The first Hitchcock film I watched, I didn’t get to see all the way through. Torn Curtain with Paul Newman played on some network’s Movie of the Week, but I was sent to bed not very far in to the film. I eventually watched it on channel 7, which showed movies weekdays from 3:30 to 5 in the afternoon. Those afternoon movies were heavily edited for time and content, so I’m not sure how much of the movie I saw.
Channel 2 showed The Birds quite frequently. Often enough that I even began to look during the moments that my older brothers and sisters warned me were gory and gross. I don’t know if I was more interested in the avian carnage or the Bodega Bay location filming (I was excited every time my hometown of Santa Rosa was mentioned) but I watched whenever it aired.
In the seventies, I made a special effort to see the other Hitchcock film filmed locally, A Shadow of a Doubt. When I noticed this film was going to be playing on channel 44, I knew we couldn’t pick it up in Fulton with our rabbit ears, so I asked a friend in Wikiup, where they had cable, if I could watch the movie at her house. (She let me).
Sometime in high school I decided that I would see every Alfred Hitchcock ever made. Well, I didn’t actually figure I would see every Hitchcock film, because the silent films of Hitchcock never seemed to play on TV or at the revival theaters. So my hope was to see all of the Hitchcock “talkies”.
I read film books and biographies about Sir Alfred, learned how he started in a small English studio writing title cards for silent films. He met his wife, Alma, at the studio, the woman he remained with after he came to America and throughout his long career and life. I read about how he pioneered the genre of suspense. Hitch made a distinction between horror and suspense. If you film a family around a table and suddenly a bomb goes off, that is horror. If you film a bomb under a family’s table and show them going on with their meal, that is suspense.
I would scout the TV Guide. CBS had, for a time, screened a series of films including Rebecca, Notorious and The Paradine Case on Friday nights at 11:30, so I made a point of getting home from the football games and pizza to watch for the Master of Suspense.
Sometimes I would set the alarm for the middle of the night so I could get up at 3 in the morning to watch Stage Fright or Sabotage. The best times of all were when the revival movie theater in Petaluma would have a Hitch Double Feature such as Strangers on a Train with Suspicion -- and I’d be there.
I was making real headway on the list, but it still seemed like it I might never achieve the goal. For every North by Northwest that screened on TV frequently, there was a Mr. and Mrs. Smith that never seemed to screen anywhere.
Then something changed. The VCR came along. Initially, only a dozen or so films were available for the machines, and they were so expensive only the most dedicated of gadget collectors had them, but in a few years the machines got cheaper and the film catalogs grew.

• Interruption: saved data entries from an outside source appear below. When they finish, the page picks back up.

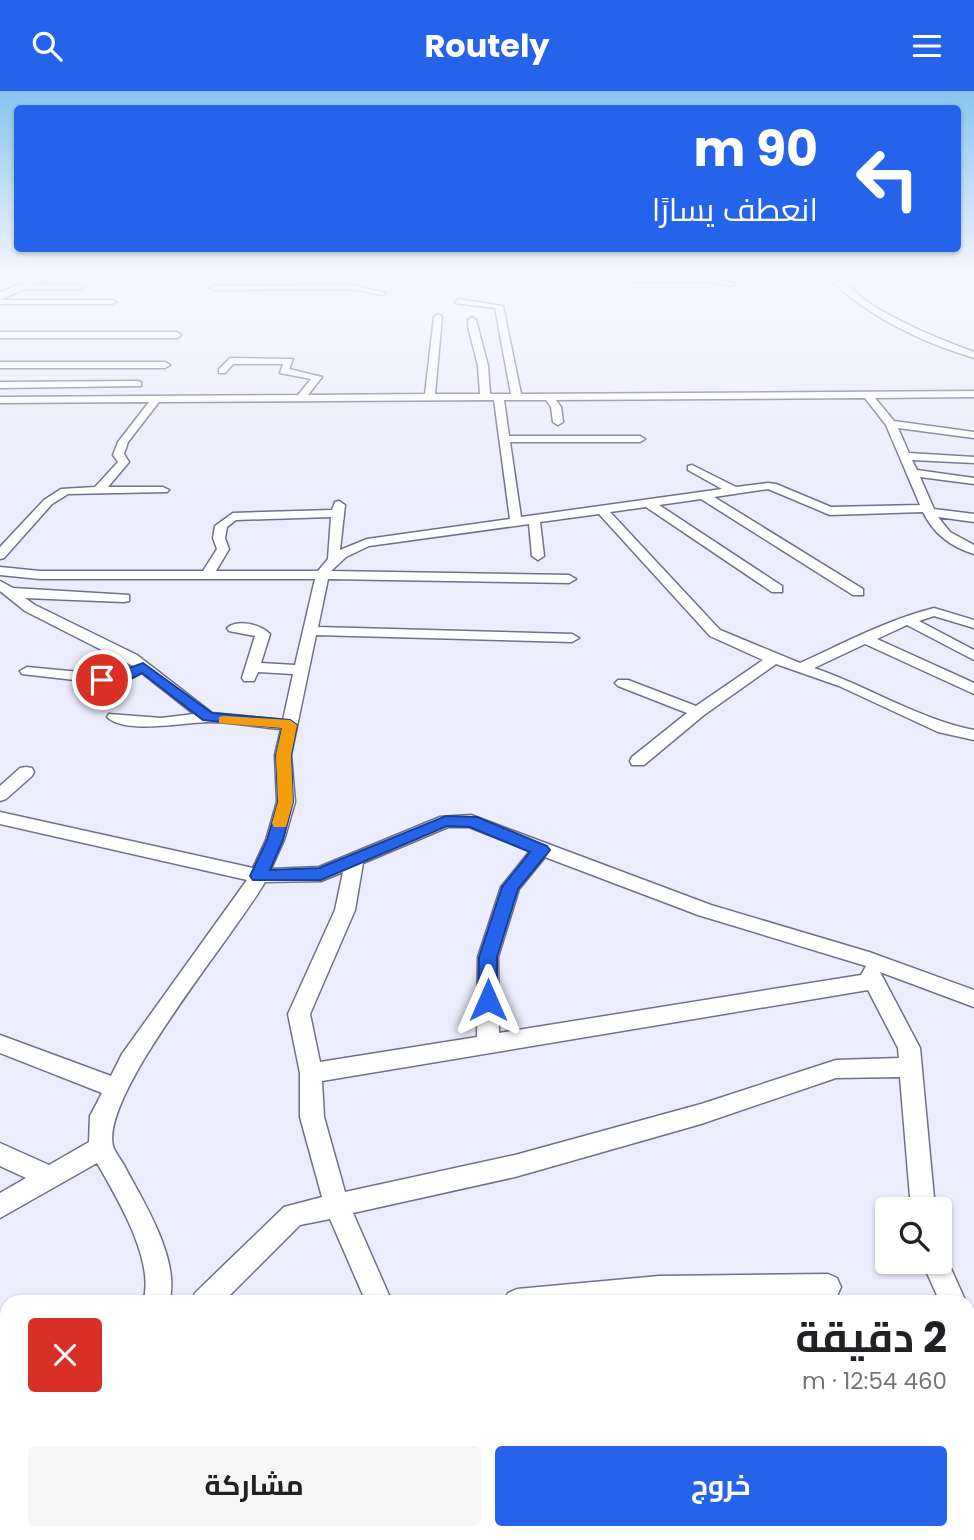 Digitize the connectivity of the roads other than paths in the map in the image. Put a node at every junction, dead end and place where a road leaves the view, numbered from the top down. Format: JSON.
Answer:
{"nodes":[{"id":1,"x":435,"y":343,"type":"edge"},
{"id":2,"x":476,"y":343,"type":"edge"},
{"id":3,"x":506,"y":343,"type":"edge"},
{"id":4,"x":942,"y":343,"type":"edge"},
{"id":5,"x":147,"y":346,"type":"dead end"},
{"id":6,"x":174,"y":346,"type":"dead end"},
{"id":7,"x":973,"y":354,"type":"edge"},
{"id":8,"x":0,"y":365,"type":"edge"},
{"id":9,"x":165,"y":365,"type":"dead end"},
{"id":10,"x":222,"y":371,"type":"dead end"},
{"id":11,"x":138,"y":384,"type":"dead end"},
{"id":12,"x":0,"y":385,"type":"edge"},
{"id":13,"x":866,"y":393,"type":"junction"},
{"id":14,"x":974,"y":394,"type":"edge"},
{"id":15,"x":430,"y":395,"type":"junction"},
{"id":16,"x":491,"y":395,"type":"junction"},
{"id":17,"x":516,"y":395,"type":"junction"},
{"id":18,"x":548,"y":395,"type":"junction"},
{"id":19,"x":302,"y":397,"type":"junction"},
{"id":20,"x":156,"y":399,"type":"junction"},
{"id":21,"x":0,"y":400,"type":"edge"},
{"id":22,"x":558,"y":422,"type":"dead end"},
{"id":23,"x":891,"y":424,"type":"junction"},
{"id":24,"x":974,"y":435,"type":"edge"},
{"id":25,"x":503,"y":439,"type":"junction"},
{"id":26,"x":640,"y":439,"type":"dead end"},
{"id":27,"x":904,"y":456,"type":"junction"},
{"id":28,"x":974,"y":460,"type":"edge"},
{"id":29,"x":692,"y":468,"type":"dead end"},
{"id":30,"x":912,"y":473,"type":"junction"},
{"id":31,"x":974,"y":481,"type":"edge"},
{"id":32,"x":100,"y":489,"type":"junction"},
{"id":33,"x":163,"y":490,"type":"dead end"},
{"id":34,"x":734,"y":491,"type":"junction"},
{"id":35,"x":704,"y":496,"type":"junction"},
{"id":36,"x":648,"y":503,"type":"junction"},
{"id":37,"x":601,"y":509,"type":"junction"},
{"id":38,"x":928,"y":510,"type":"junction"},
{"id":39,"x":534,"y":518,"type":"junction"},
{"id":40,"x":974,"y":518,"type":"edge"},
{"id":41,"x":516,"y":521,"type":"junction"},
{"id":42,"x":974,"y":550,"type":"edge"},
{"id":43,"x":0,"y":555,"type":"edge"},
{"id":44,"x":538,"y":556,"type":"dead end"},
{"id":45,"x":334,"y":558,"type":"junction"},
{"id":46,"x":0,"y":571,"type":"edge"},
{"id":47,"x":207,"y":575,"type":"junction"},
{"id":48,"x":322,"y":575,"type":"junction"},
{"id":49,"x":569,"y":579,"type":"dead end"},
{"id":50,"x":3,"y":588,"type":"edge"},
{"id":51,"x":778,"y":589,"type":"dead end"},
{"id":52,"x":858,"y":592,"type":"dead end"},
{"id":53,"x":124,"y":598,"type":"dead end"},
{"id":54,"x":907,"y":620,"type":"junction"},
{"id":55,"x":974,"y":624,"type":"edge"},
{"id":56,"x":234,"y":628,"type":"dead end"},
{"id":57,"x":310,"y":631,"type":"junction"},
{"id":58,"x":572,"y":638,"type":"dead end"},
{"id":59,"x":865,"y":639,"type":"junction"},
{"id":60,"x":974,"y":656,"type":"edge"},
{"id":61,"x":774,"y":659,"type":"junction"},
{"id":62,"x":143,"y":667,"type":"junction"},
{"id":63,"x":801,"y":668,"type":"junction"},
{"id":64,"x":302,"y":670,"type":"junction"},
{"id":65,"x":27,"y":671,"type":"dead end"},
{"id":66,"x":623,"y":683,"type":"dead end"},
{"id":67,"x":974,"y":689,"type":"edge"},
{"id":68,"x":698,"y":712,"type":"junction"},
{"id":69,"x":115,"y":717,"type":"dead end"},
{"id":70,"x":208,"y":717,"type":"junction"},
{"id":71,"x":290,"y":725,"type":"junction"},
{"id":72,"x":974,"y":735,"type":"edge"},
{"id":73,"x":638,"y":761,"type":"dead end"},
{"id":74,"x":26,"y":772,"type":"dead end"},
{"id":75,"x":0,"y":795,"type":"edge"},
{"id":76,"x":0,"y":818,"type":"edge"},
{"id":77,"x":541,"y":850,"type":"junction"},
{"id":78,"x":355,"y":859,"type":"junction"},
{"id":79,"x":259,"y":876,"type":"junction"},
{"id":80,"x":862,"y":957,"type":"junction"},
{"id":81,"x":874,"y":981,"type":"junction"},
{"id":82,"x":974,"y":999,"type":"edge"},
{"id":83,"x":0,"y":1044,"type":"edge"},
{"id":84,"x":488,"y":1044,"type":"junction"},
{"id":85,"x":910,"y":1067,"type":"junction"},
{"id":86,"x":311,"y":1073,"type":"junction"},
{"id":87,"x":116,"y":1088,"type":"junction"},
{"id":88,"x":101,"y":1149,"type":"junction"},
{"id":89,"x":0,"y":1154,"type":"edge"},
{"id":90,"x":50,"y":1177,"type":"junction"},
{"id":91,"x":922,"y":1197,"type":"edge"},
{"id":92,"x":336,"y":1205,"type":"junction"},
{"id":93,"x":0,"y":1206,"type":"edge"},
{"id":94,"x":940,"y":1274,"type":"edge"},
{"id":95,"x":828,"y":1287,"type":"dead end"},
{"id":96,"x":158,"y":1295,"type":"edge"},
{"id":97,"x":211,"y":1295,"type":"edge"},
{"id":98,"x":376,"y":1295,"type":"edge"},
{"id":99,"x":685,"y":1295,"type":"edge"},
{"id":100,"x":774,"y":1295,"type":"edge"},
{"id":101,"x":950,"y":1295,"type":"edge"}],
"edges":[{"from":1,"to":15,"type":"street"},
{"from":2,"to":16,"type":"street"},
{"from":3,"to":17,"type":"street"},
{"from":4,"to":7,"type":"street"},
{"from":5,"to":6,"type":"street"},
{"from":8,"to":9,"type":"street"},
{"from":10,"to":19,"type":"street"},
{"from":11,"to":12,"type":"street"},
{"from":13,"to":14,"type":"street"},
{"from":13,"to":18,"type":"street"},
{"from":13,"to":23,"type":"street"},
{"from":15,"to":16,"type":"street"},
{"from":15,"to":19,"type":"street"},
{"from":16,"to":17,"type":"street"},
{"from":16,"to":25,"type":"street"},
{"from":17,"to":18,"type":"street"},
{"from":18,"to":22,"type":"street"},
{"from":19,"to":20,"type":"street"},
{"from":20,"to":21,"type":"street"},
{"from":20,"to":32,"type":"street"},
{"from":23,"to":24,"type":"street"},
{"from":23,"to":27,"type":"street"},
{"from":25,"to":26,"type":"street"},
{"from":25,"to":41,"type":"street"},
{"from":27,"to":28,"type":"street"},
{"from":27,"to":30,"type":"street"},
{"from":29,"to":34,"type":"street"},
{"from":30,"to":31,"type":"street"},
{"from":30,"to":38,"type":"street"},
{"from":32,"to":33,"type":"street"},
{"from":32,"to":43,"type":"street"},
{"from":34,"to":35,"type":"street"},
{"from":34,"to":38,"type":"street"},
{"from":35,"to":36,"type":"street"},
{"from":35,"to":52,"type":"street"},
{"from":36,"to":37,"type":"street"},
{"from":36,"to":51,"type":"street"},
{"from":37,"to":39,"type":"street"},
{"from":37,"to":61,"type":"street"},
{"from":38,"to":40,"type":"street"},
{"from":38,"to":42,"type":"street"},
{"from":39,"to":41,"type":"street"},
{"from":39,"to":44,"type":"street"},
{"from":41,"to":45,"type":"street"},
{"from":45,"to":47,"type":"street"},
{"from":45,"to":48,"type":"street"},
{"from":46,"to":47,"type":"street"},
{"from":47,"to":48,"type":"street"},
{"from":48,"to":49,"type":"street"},
{"from":48,"to":57,"type":"street"},
{"from":50,"to":53,"type":"street"},
{"from":50,"to":62,"type":"street"},
{"from":54,"to":55,"type":"street"},
{"from":54,"to":59,"type":"street"},
{"from":54,"to":60,"type":"street"},
{"from":56,"to":64,"type":"street"},
{"from":57,"to":58,"type":"street"},
{"from":57,"to":64,"type":"street"},
{"from":59,"to":63,"type":"street"},
{"from":59,"to":67,"type":"street"},
{"from":61,"to":63,"type":"street"},
{"from":61,"to":68,"type":"street"},
{"from":62,"to":65,"type":"street"},
{"from":62,"to":70,"type":"street"},
{"from":63,"to":72,"type":"street"},
{"from":64,"to":71,"type":"street"},
{"from":66,"to":68,"type":"street"},
{"from":68,"to":73,"type":"street"},
{"from":69,"to":70,"type":"street"},
{"from":70,"to":71,"type":"street"},
{"from":71,"to":79,"type":"street"},
{"from":74,"to":75,"type":"street"},
{"from":76,"to":79,"type":"street"},
{"from":77,"to":78,"type":"street"},
{"from":77,"to":80,"type":"street"},
{"from":77,"to":84,"type":"street"},
{"from":78,"to":79,"type":"street"},
{"from":78,"to":86,"type":"street"},
{"from":79,"to":87,"type":"street"},
{"from":80,"to":81,"type":"street"},
{"from":80,"to":82,"type":"street"},
{"from":81,"to":84,"type":"street"},
{"from":81,"to":85,"type":"street"},
{"from":83,"to":87,"type":"street"},
{"from":84,"to":86,"type":"street"},
{"from":85,"to":91,"type":"street"},
{"from":85,"to":92,"type":"street"},
{"from":86,"to":92,"type":"street"},
{"from":87,"to":88,"type":"street"},
{"from":88,"to":90,"type":"street"},
{"from":88,"to":96,"type":"street"},
{"from":89,"to":90,"type":"street"},
{"from":90,"to":93,"type":"street"},
{"from":92,"to":97,"type":"street"},
{"from":92,"to":98,"type":"street"},
{"from":94,"to":101,"type":"street"},
{"from":95,"to":100,"type":"street"},
{"from":99,"to":100,"type":"street"}]}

Not only could I see Hitchcock films, I could own Psycho and Vertigo.
It’s a different world today. I stopped by the library and saw The Man Who Knew Too Much in their DVD collection. I could check it out and watch it at the time of my choosing in the next three weeks, instead of carving out the time a TV station programmer choose.
Those silent Hitchcock films I thought I would never see can be purchased at Amazon. (One collection of twenty early Hitchcock films is available for $7 at Amazon.com.) The online service Hulu has a number of Hitchcock films such as The Lady Vanishes and The 39 Steps available for immediate and free viewing.
It is a different world for the film viewer, with incredible opportunities. These amazing leaps in technology led me to think of the incredible leaps for the Bible reader.
One thousand years ago, the only Bible readers would be found in monasteries. The average Christian could not read Scripture. The average Christian probably could not read. They could, perhaps, hear Scripture when they attended Mass, if they lived close enough to a church that had at least portions of the Bible.
With the Reformation and the printing press, the world began to change. Men like John Hus were martyred for their efforts to translate the Bible from Latin into the common languages of the people. After hundreds of years, the Bible became more accessible. Many Christian homes had a Bible, perhaps the only book in their house.
And now, of course, the Bible is more accessible still. There are dozens of English translations. You can choose between translations that adhere closely to original language and idioms or versions that emphasize contemporary vernaculars.
You can listen to the Bible on your CD or MP3 player. You can look up Scripture online at such places as www.Biblegateway.com. You can read Scripture on your Kindle or your iPhone.
Or you can just get a free Bible from the Gideons, still doing the work of getting Bibles in the hands of students and hotel guests.
We are blessed in a way that Christians of previous centuries could not imagine. We should not let this great gift go to waste. We should not neglect our access to the Word. We should use the advantages of technology and religious freedom to read God’s Word.
And then do something more. We need to learn it. Psalm 119:11 reads, “I have hidden your word in my heart that I might not sin against you.”
In these days when there are so many ways to access God’s Word, we cannot neglect the tool of memorization that has existed since the Word became flesh. It is still the most important tool.